_YOUR OBJECTIVE_
Go through the entries below and write each one out exactly.

+===+

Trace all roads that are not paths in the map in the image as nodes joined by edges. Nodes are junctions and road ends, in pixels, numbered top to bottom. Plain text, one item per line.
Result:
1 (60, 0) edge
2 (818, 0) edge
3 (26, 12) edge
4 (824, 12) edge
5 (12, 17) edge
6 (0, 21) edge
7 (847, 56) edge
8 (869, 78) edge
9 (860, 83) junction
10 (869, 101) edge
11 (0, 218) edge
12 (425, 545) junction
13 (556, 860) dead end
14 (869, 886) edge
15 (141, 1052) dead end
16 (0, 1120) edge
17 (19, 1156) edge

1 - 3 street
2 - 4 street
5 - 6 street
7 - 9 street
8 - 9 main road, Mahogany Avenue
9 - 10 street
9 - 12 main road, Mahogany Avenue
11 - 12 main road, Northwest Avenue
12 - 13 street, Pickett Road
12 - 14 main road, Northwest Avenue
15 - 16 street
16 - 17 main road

+===+

_FINISHED EXERCISE_
Trace all roads that are not paths in the map in the image as nodes joined by edges. Nodes are junctions and road ends, in pixels, numbered top to bottom. Plain text, one item per line.
Result:
1 (60, 0) edge
2 (818, 0) edge
3 (26, 12) edge
4 (824, 12) edge
5 (12, 17) edge
6 (0, 21) edge
7 (847, 56) edge
8 (869, 78) edge
9 (860, 83) junction
10 (869, 101) edge
11 (0, 218) edge
12 (425, 545) junction
13 (556, 860) dead end
14 (869, 886) edge
15 (141, 1052) dead end
16 (0, 1120) edge
17 (19, 1156) edge

1 - 3 street
2 - 4 street
5 - 6 street
7 - 9 street
8 - 9 main road, Mahogany Avenue
9 - 10 street
9 - 12 main road, Mahogany Avenue
11 - 12 main road, Northwest Avenue
12 - 13 street, Pickett Road
12 - 14 main road, Northwest Avenue
15 - 16 street
16 - 17 main road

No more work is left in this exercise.